Try it
Please count the lines in the entries below that include the word "edges", and give only the number.
** Records supplied follows **
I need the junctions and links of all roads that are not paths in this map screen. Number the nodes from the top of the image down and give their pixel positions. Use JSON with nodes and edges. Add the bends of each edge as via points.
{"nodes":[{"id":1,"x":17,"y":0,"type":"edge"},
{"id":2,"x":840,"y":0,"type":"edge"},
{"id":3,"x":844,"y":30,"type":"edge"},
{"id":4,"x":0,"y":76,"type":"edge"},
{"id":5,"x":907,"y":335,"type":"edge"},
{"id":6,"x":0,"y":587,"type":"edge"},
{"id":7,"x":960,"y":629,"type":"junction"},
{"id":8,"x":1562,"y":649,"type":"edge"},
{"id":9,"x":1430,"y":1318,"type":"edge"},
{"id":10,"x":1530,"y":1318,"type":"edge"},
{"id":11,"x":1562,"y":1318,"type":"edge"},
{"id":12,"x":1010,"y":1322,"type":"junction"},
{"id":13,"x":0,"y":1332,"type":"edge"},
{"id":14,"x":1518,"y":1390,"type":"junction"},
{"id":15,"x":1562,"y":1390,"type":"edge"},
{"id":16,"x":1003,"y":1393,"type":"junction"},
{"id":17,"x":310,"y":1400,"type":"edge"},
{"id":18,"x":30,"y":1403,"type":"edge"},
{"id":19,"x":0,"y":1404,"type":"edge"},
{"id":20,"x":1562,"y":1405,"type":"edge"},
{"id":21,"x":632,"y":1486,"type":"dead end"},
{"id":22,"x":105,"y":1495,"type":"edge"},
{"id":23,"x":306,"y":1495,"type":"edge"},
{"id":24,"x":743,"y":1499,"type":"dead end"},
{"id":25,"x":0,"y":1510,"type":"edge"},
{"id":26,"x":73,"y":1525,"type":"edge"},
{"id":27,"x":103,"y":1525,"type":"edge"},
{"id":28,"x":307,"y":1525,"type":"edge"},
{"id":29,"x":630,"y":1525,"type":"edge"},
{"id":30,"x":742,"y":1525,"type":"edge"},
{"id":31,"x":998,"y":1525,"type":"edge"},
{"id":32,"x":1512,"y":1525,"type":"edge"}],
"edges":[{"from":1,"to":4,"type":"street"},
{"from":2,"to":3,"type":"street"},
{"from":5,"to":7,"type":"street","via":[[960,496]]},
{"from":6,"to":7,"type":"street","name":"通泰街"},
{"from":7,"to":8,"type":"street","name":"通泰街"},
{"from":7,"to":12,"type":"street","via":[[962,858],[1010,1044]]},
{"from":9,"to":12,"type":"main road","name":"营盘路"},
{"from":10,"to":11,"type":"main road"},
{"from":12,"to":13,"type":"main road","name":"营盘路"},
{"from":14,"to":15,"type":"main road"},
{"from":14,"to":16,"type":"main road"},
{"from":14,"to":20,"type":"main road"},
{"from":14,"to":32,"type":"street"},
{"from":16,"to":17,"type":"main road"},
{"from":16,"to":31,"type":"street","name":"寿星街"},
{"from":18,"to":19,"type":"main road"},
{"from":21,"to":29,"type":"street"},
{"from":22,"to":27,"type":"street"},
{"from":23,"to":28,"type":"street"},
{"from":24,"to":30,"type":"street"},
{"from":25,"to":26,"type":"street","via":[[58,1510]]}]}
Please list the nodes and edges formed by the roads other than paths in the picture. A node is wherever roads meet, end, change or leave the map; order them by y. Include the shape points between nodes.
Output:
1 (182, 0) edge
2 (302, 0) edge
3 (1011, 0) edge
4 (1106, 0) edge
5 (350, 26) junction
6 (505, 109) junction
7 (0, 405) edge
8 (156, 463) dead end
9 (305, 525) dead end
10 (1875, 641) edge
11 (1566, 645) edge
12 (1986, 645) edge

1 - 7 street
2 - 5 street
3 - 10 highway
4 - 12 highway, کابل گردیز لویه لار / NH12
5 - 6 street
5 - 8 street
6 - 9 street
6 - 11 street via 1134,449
** End of Records supplied **
Solution for this problem
3